I used to believe the little bumps on a womens nipples spelled out "suck here" in braille for blind babies
When I was lil I believed that you developed *ahem* breasts as soon as you put a bra on, and it didn't matter if you were a male or a female. I was sOo convinced of this because every night when my mom or aunt would take their bras off before they went to bed -it would appear that their boobs had shrunk!! I still believed this even after I got my first training bra - I would REFUSE to take it off before I went to bed, because I wanted my boobs to be big and I didn't want them to ever shrink. It took me YEARS to realize that my mom and aunt were wearing push-up or padded bras!!
When I was young I knew that a common euphemism for penis was the word "weiner". Being a logical person I assumed that if a penis was a weiner, then a weiner must also be a penis. One time when I was about 5 my father took me grocery shopping and we walked down the aisle where the cocktail weiners were. I looked up on the shelf, pointed, and exclaimed "Look Dad, its a jar of little penises". I had no idea why he was walking away from me to quickly after I said that.

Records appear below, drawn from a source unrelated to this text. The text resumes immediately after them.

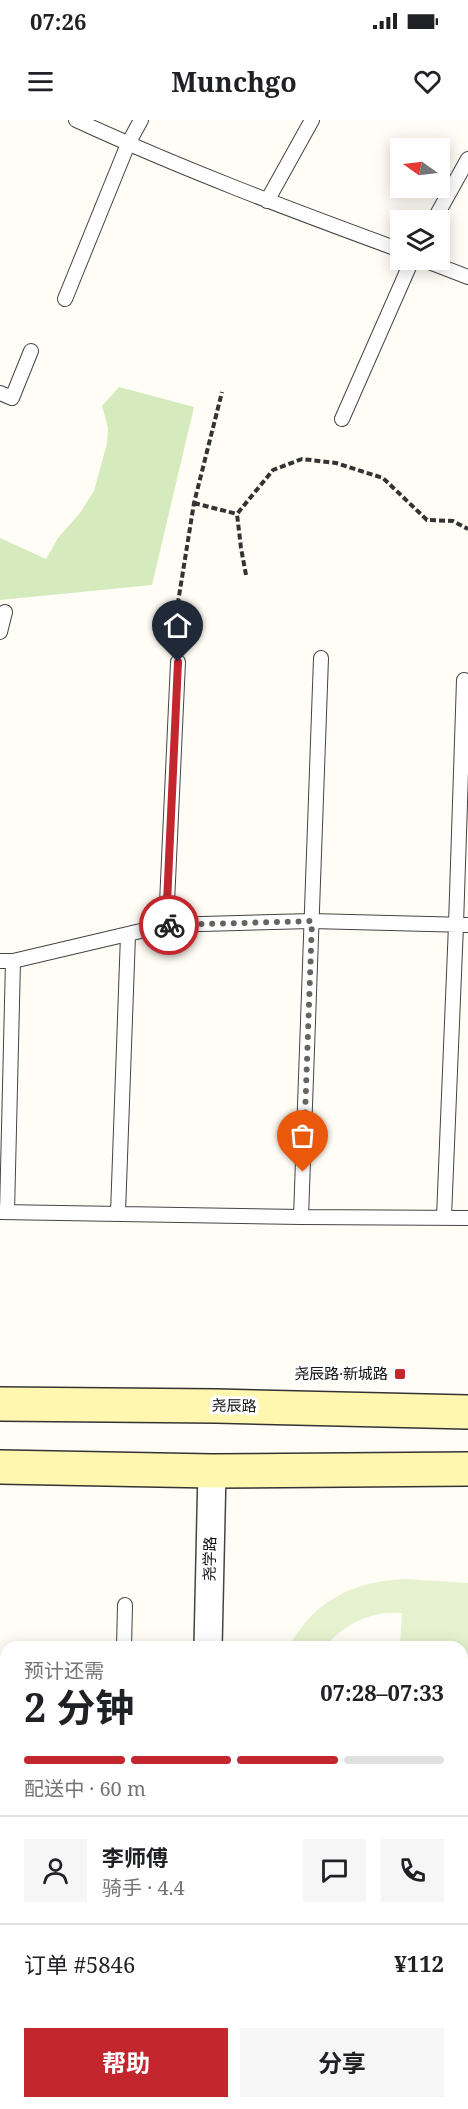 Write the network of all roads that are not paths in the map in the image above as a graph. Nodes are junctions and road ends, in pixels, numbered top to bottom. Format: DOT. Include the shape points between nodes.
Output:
graph roads {
  1 [pos="76,120"];
  2 [pos="141,120"];
  3 [pos="312,120"];
  4 [pos="128,144"];
  5 [pos="468,159"];
  6 [pos="267,201"];
  7 [pos="440,210"];
  8 [pos="390,246"];
  9 [pos="408,270"];
  10 [pos="450,270"];
  11 [pos="468,277"];
  12 [pos="65,299"];
  13 [pos="31,351"];
  14 [pos="0,393"];
  15 [pos="342,419"];
  16 [pos="5,612"];
  17 [pos="0,632"];
  18 [pos="321,658"];
  19 [pos="178,662"];
  20 [pos="464,680"];
  21 [pos="312,921"];
  22 [pos="166,925"];
  23 [pos="462,925"];
  24 [pos="128,935"];
  25 [pos="7,961"];
  26 [pos="4,1212"];
  27 [pos="118,1213"];
  28 [pos="301,1217"];
  29 [pos="444,1217"];
  30 [pos="468,1218"];
  31 [pos="0,1404"];
  32 [pos="468,1412"];
  33 [pos="0,1467"];
  34 [pos="468,1469"];
  35 [pos="212,1471"];
  36 [pos="125,1605"];
  37 [pos="124,1641"];
  38 [pos="208,1641"];
  1 -- 4 [label="lane"];
  2 -- 4 [label="lane"];
  3 -- 6 [label="lane"];
  4 -- 6 [label="lane"];
  4 -- 12 [label="lane"];
  5 -- 7 [label="lane"];
  6 -- 8 [label="lane"];
  9 -- 15 [label="lane"];
  10 -- 11 [label="lane"];
  13 -- 14 [label="lane" via="12,398"];
  16 -- 17 [label="lane"];
  18 -- 21 [label="lane"];
  19 -- 22 [label="lane"];
  20 -- 23 [label="lane"];
  21 -- 22 [label="lane"];
  21 -- 23 [label="lane"];
  21 -- 28 [label="lane"];
  22 -- 24 [label="lane"];
  23 -- 29 [label="lane"];
  24 -- 25 [label="lane"];
  24 -- 27 [label="lane"];
  25 -- 26 [label="lane"];
  26 -- 27 [label="lane"];
  27 -- 28 [label="lane"];
  28 -- 29 [label="lane"];
  29 -- 30 [label="lane"];
  31 -- 32 [label="main road, 尧辰路"];
  33 -- 35 [label="main road"];
  34 -- 35 [label="main road"];
  35 -- 38 [label="street, 尧学路"];
  36 -- 37 [label="lane"];
}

In the 60's when you went through a cafeteria line to get milk, the milk machine had chocolate on the right and white on the left. So, as I was growing up I believed nursing mothers had chocolate on the right and white on the left.
I used to think that "foreskin" was the skin on your forehead. When I was 10, while bathing my 5-year-old sister, I told her to make sure she washed her foreskin really well. I will never live that one down.
Me and my two sisters used to tell my younger brother that everyone was born with a penis and that when you were 10 if it dropped off you would be a girl and if it stayed on you would be a boy. It was the funniest thing ever watching him on his 10th birthday waiting to see what would happen!
I used to think a sex changed required two people, a guy and a girl, so you could only have one if you and the guy really liked each other, enough to trade parts.
After that, it was o.k. to have sex with each other, because it was your own part.
I was in grade two when I thought this, and I just thought sex was a priviledge, like being able to ride in the front seat of a car.
When I was a kid, my brother told me that if he concentrated very hard while rubbing his temples, his balls would grow a protective shield of steel for a few seconds. For a while I actually believed this. One day I tested his "magic steel abilities" with a swift kick of my foot, and found out he was lying, haha.
When I was 6 or 7 i tought that when my breasts started growing they would never stop, i think it's cos all my family and my neighbours were quite heavy and as a result most adults had large chests, i was so scared that one day i told my mum about it and i said something like "When my boobs grow can we move house so I have space to move around without knocking the fish tank over?" So unbelievably random!!!
When I was seven I used to think that a penis was detachable. So once me and my older brother were fighting and I threatened to take his penis off and steal it. He told me that I couldn't do that. Well one night he was asleep in his boxers and I snuck into his room and tried to remove his penis. Needless to say that night I learned that penises are not detachable. My brothers screaming and anger told me that. I also learned how much it hurts to be thrown off the bed backwards and hit my head on the wall.
When I was little I played with an older boy who taught me the word vagina but didnt tell me what it was. For some reason, I associated this word with 'china' and assumed THAT to be the chandalliers in a lamp shop my family visited one day. Loud as I could I pointed to the chandalliers and said " Look at all the Vaginas!" My parents started howling laughing and took me out of the store, confused as I was, to explain what a vagina was.